Write out each line of the material exactly as given, and drop the images.
----
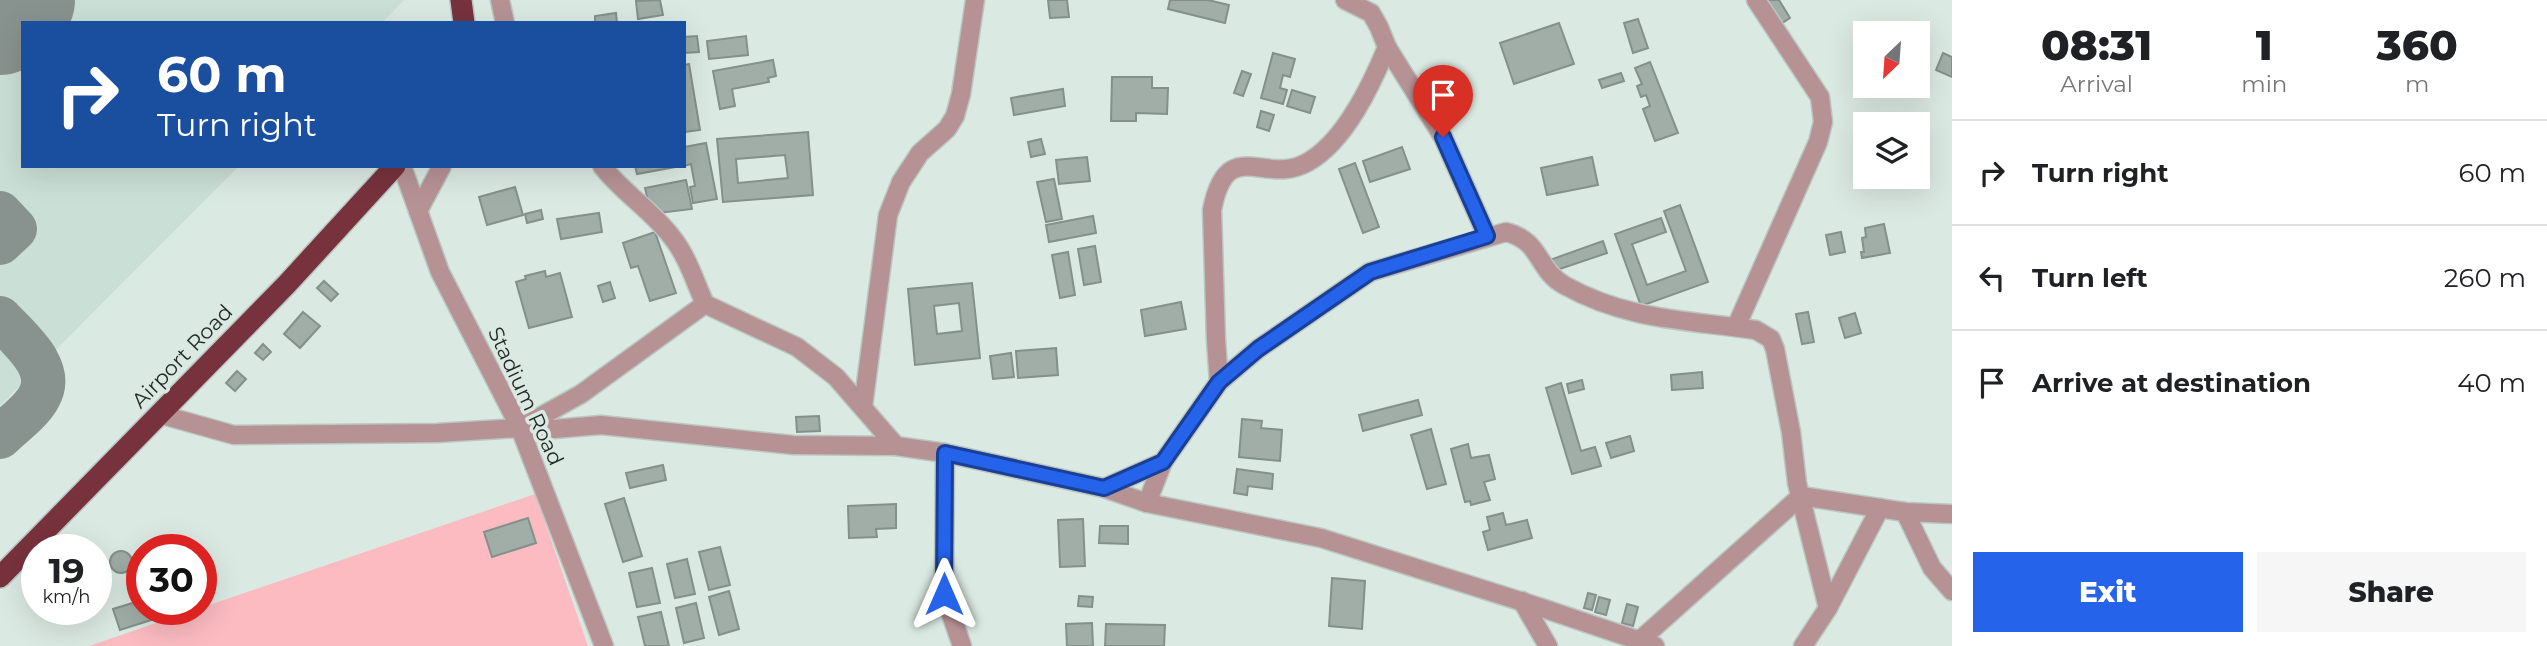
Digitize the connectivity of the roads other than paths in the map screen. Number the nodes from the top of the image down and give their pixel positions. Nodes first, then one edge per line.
1 (461, 0) edge
2 (500, 0) edge
3 (975, 0) edge
4 (1345, 0) edge
5 (1756, 0) edge
6 (464, 21) edge
7 (505, 21) edge
8 (1387, 47) junction
9 (393, 168) edge
10 (403, 168) edge
11 (441, 168) edge
12 (603, 168) edge
13 (418, 211) junction
14 (1487, 236) junction
15 (705, 304) junction
16 (1736, 327) junction
17 (1219, 382) junction
18 (863, 407) junction
19 (159, 414) junction
20 (520, 428) junction
21 (896, 446) junction
22 (945, 453) junction
23 (1163, 462) junction
24 (1104, 488) junction
25 (1801, 496) junction
26 (1147, 503) junction
27 (1880, 508) junction
28 (1905, 512) junction
29 (1952, 514) edge
30 (0, 578) edge
31 (1952, 591) edge
32 (1522, 601) junction
33 (1828, 608) junction
34 (1645, 644) edge
35 (604, 646) edge
36 (962, 646) edge
37 (1548, 646) edge
38 (1803, 646) edge

1 - 6 highway
2 - 7 street
3 - 18 street
4 - 8 street
5 - 16 street
8 - 14 street
8 - 17 street
9 - 19 highway, Airport Road
10 - 13 street, Stadium Road
11 - 13 street
12 - 15 street
13 - 20 street, Stadium Road
14 - 16 street
14 - 17 street
15 - 18 street
15 - 20 street
16 - 25 street
17 - 23 street
18 - 21 street
19 - 20 street
19 - 30 highway, Airport Road
20 - 21 street
20 - 35 street, Stadium Road
21 - 22 street
22 - 24 street
22 - 36 street
23 - 24 street
23 - 26 street
24 - 26 street
25 - 27 street
25 - 33 street
25 - 34 street
26 - 32 street
27 - 28 street
27 - 33 street
28 - 29 street
28 - 31 street
32 - 34 street
32 - 37 street
33 - 38 street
----
RESULT OF THE EXERCISE
Digitize the connectivity of the roads other than paths in the map screen. Number the nodes from the top of the image down and give their pixel positions. Nodes first, then one edge per line.
1 (461, 0) edge
2 (500, 0) edge
3 (975, 0) edge
4 (1345, 0) edge
5 (1756, 0) edge
6 (464, 21) edge
7 (505, 21) edge
8 (1387, 47) junction
9 (393, 168) edge
10 (403, 168) edge
11 (441, 168) edge
12 (603, 168) edge
13 (418, 211) junction
14 (1487, 236) junction
15 (705, 304) junction
16 (1736, 327) junction
17 (1219, 382) junction
18 (863, 407) junction
19 (159, 414) junction
20 (520, 428) junction
21 (896, 446) junction
22 (945, 453) junction
23 (1163, 462) junction
24 (1104, 488) junction
25 (1801, 496) junction
26 (1147, 503) junction
27 (1880, 508) junction
28 (1905, 512) junction
29 (1952, 514) edge
30 (0, 578) edge
31 (1952, 591) edge
32 (1522, 601) junction
33 (1828, 608) junction
34 (1645, 644) edge
35 (604, 646) edge
36 (962, 646) edge
37 (1548, 646) edge
38 (1803, 646) edge

1 - 6 highway
2 - 7 street
3 - 18 street
4 - 8 street
5 - 16 street
8 - 14 street
8 - 17 street
9 - 19 highway, Airport Road
10 - 13 street, Stadium Road
11 - 13 street
12 - 15 street
13 - 20 street, Stadium Road
14 - 16 street
14 - 17 street
15 - 18 street
15 - 20 street
16 - 25 street
17 - 23 street
18 - 21 street
19 - 20 street
19 - 30 highway, Airport Road
20 - 21 street
20 - 35 street, Stadium Road
21 - 22 street
22 - 24 street
22 - 36 street
23 - 24 street
23 - 26 street
24 - 26 street
25 - 27 street
25 - 33 street
25 - 34 street
26 - 32 street
27 - 28 street
27 - 33 street
28 - 29 street
28 - 31 street
32 - 34 street
32 - 37 street
33 - 38 street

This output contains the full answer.